All of Michael’s sexual frustrations start after messing with the Ouija board, which is also the night he is introduced to Alexandra.  Many times, his visions happen at night when he’s sleeping, and they typically end with him springing out of bed, a reference to the dreaded wet dreams of teenaged boys everywhere (with blood being dripped on his face, a substitute for ejaculate).  The blood red eyes that he gets at the most inopportune times is the equivalent of the erections boys get when sitting in class, idly considering sex with all of the women in their lives, or bouncing around on just the right seat on the school bus (or, let’s be honest, for absolutely no reason at all other than for their dicks to make them aware that they’re awake and have had a full pot of coffee).  The visions of Virgil (did I forget to mention that, according to this film, the Devil uses the alias of Virgil?) slaying other young teens (with a giant dagger; get it?) is the peristaltic contraction of Michael’s sexual vexation.  Even after Michael and Alexandra have sex, Michael can’t deal with the relationship maturely, because the whole of his being is subsumed by hormones, and the killings and visions continue.  He has a hard time even facing Alexandra, perhaps embarrassed by the intimacy they shared.  Michael’s maturity (or what maturity this film will allow any of its characters to attain) is shown in a scene where he throws his toys around his room and tears down the car posters from his walls (the act itself is still immature, however; it’s the realization that maturity needs to happen, whether Michael likes it or not).  Virgil continues to stalk Michael and his friends, an omnipresent avatar of the sexual spark that has been ignited in Michael, one over which he still has no control.

Similarly, Virgil is a metaphor for the domestic stress in Michael’s life.  His mother is an alcoholic.  We assume that this addiction kicked in after her husband left her or was part of the reason why he did.  Michael’s dad is absent from his life, sending money on occasion, never having time to see his son.  Naturally, these are the things Michael’s folks argue about whenever they speak.  In this sense, the murders are a means for Michael to vent about the tensions at home.  Note that Virgil doesn’t stalk adults, because they hold authority over Michael.  His targeted victims are Michael’s peers, a means of becoming king of the heap, as it were, to mirror the beastliness of the adults in Michael’s life and gain control over some aspect of his life.  In other words, to become an adult.  This also ties in with Michael’s sense of sexual frustration, because his mother is the only woman he has had in his life for some time.  She saunters around the house in silky robes and negligees, constantly trying to touch and comfort him, while still convinced he’s going crazy.  Since sex with his mother would be transgressive, Virgil gives Michael an equally satisfying (and somehow less transgressive) outlet for the Oedipal feelings he may be harboring.
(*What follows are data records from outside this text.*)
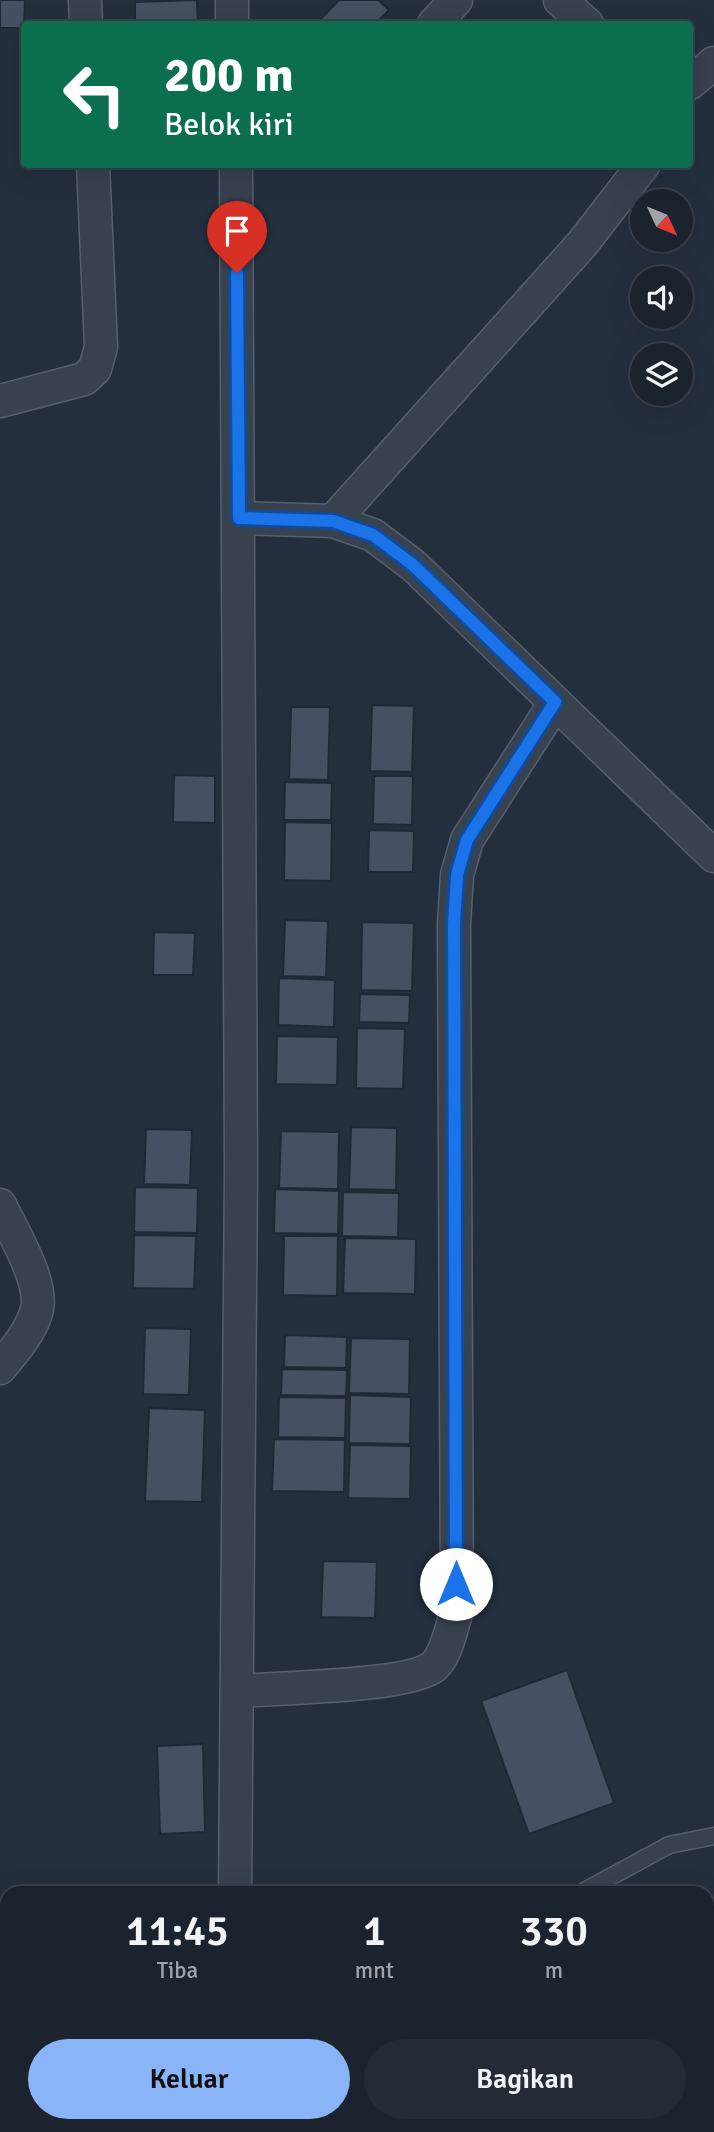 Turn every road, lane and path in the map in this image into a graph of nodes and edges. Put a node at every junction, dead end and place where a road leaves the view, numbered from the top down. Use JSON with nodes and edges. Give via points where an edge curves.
{"nodes":[{"id":1,"x":85,"y":0,"type":"edge"},
{"id":2,"x":232,"y":0,"type":"edge"},
{"id":3,"x":456,"y":0,"type":"edge"},
{"id":4,"x":560,"y":0,"type":"edge"},
{"id":5,"x":86,"y":21,"type":"edge"},
{"id":6,"x":232,"y":21,"type":"edge"},
{"id":7,"x":437,"y":21,"type":"edge"},
{"id":8,"x":584,"y":21,"type":"edge"},
{"id":9,"x":714,"y":63,"type":"edge"},
{"id":10,"x":693,"y":80,"type":"edge"},
{"id":11,"x":93,"y":168,"type":"edge"},
{"id":12,"x":236,"y":168,"type":"edge"},
{"id":13,"x":641,"y":168,"type":"edge"},
{"id":14,"x":0,"y":401,"type":"edge"},
{"id":15,"x":239,"y":518,"type":"junction"},
{"id":16,"x":333,"y":521,"type":"junction"},
{"id":17,"x":555,"y":702,"type":"junction"},
{"id":18,"x":714,"y":856,"type":"edge"},
{"id":19,"x":0,"y":1205,"type":"edge"},
{"id":20,"x":0,"y":1368,"type":"edge"},
{"id":21,"x":237,"y":1691,"type":"junction"},
{"id":22,"x":714,"y":1836,"type":"edge"},
{"id":23,"x":235,"y":1886,"type":"edge"},
{"id":24,"x":593,"y":1886,"type":"edge"}],
"edges":[{"from":1,"to":5,"type":"street"},
{"from":2,"to":6,"type":"street"},
{"from":3,"to":7,"type":"street"},
{"from":4,"to":8,"type":"street"},
{"from":9,"to":10,"type":"street"},
{"from":11,"to":14,"type":"street","via":[[99,362],[84,379]]},
{"from":12,"to":15,"type":"street"},
{"from":13,"to":16,"type":"street","via":[[582,244]]},
{"from":15,"to":16,"type":"street"},
{"from":15,"to":21,"type":"street"},
{"from":16,"to":17,"type":"street","via":[[373,535],[413,565]]},
{"from":17,"to":18,"type":"street"},
{"from":17,"to":21,"type":"street","via":[[467,840],[457,875],[457,1611],[434,1666],[406,1679]]},
{"from":19,"to":20,"type":"street","via":[[38,1288],[33,1320]]},
{"from":21,"to":23,"type":"street"},
{"from":22,"to":24,"type":"lane","via":[[669,1844]]}]}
Let me be clear; this film is a mess.  Its story is as vanilla as a bean, the characters are, by turns, stultifyingly bland and obnoxious, and the effects work floats along at about sea level.  And yet, there is an otherworldly dementia at play that makes it kind of enjoyable.  This is the sort of cinematic world where a character stops to buy smokes while he’s supposed to be sitting watch over an intended victim, where a character thinks that a Ouija board is THE FUNNIEST THING EVER, where a character shoots up his girlfriend’s house after being the most dreadful, uninvited dinner guest in the history of cinema (and that’s okay in the end).  The film can’t really decide if it wants to be more of a domestic melodrama or a supernatural slasher (and in either capacity it’s a fairly rote, drab affair), so it splits the difference and gifts the audience with these surreal bits and character traits.  It’s essential viewing in the same way that P.T. Barnum’s “Feejee Mermaid” is: you don’t believe a lick of it, but you’re drawn in by its horrific mishmash of oddball pieces.

MVT:  Michael’s petulant man-child persona is truly one for the ages.

Make or Break:  The opening birthday/post-birthday party sequence cements the full flavor of this particular dish: simultaneously mundane and arch.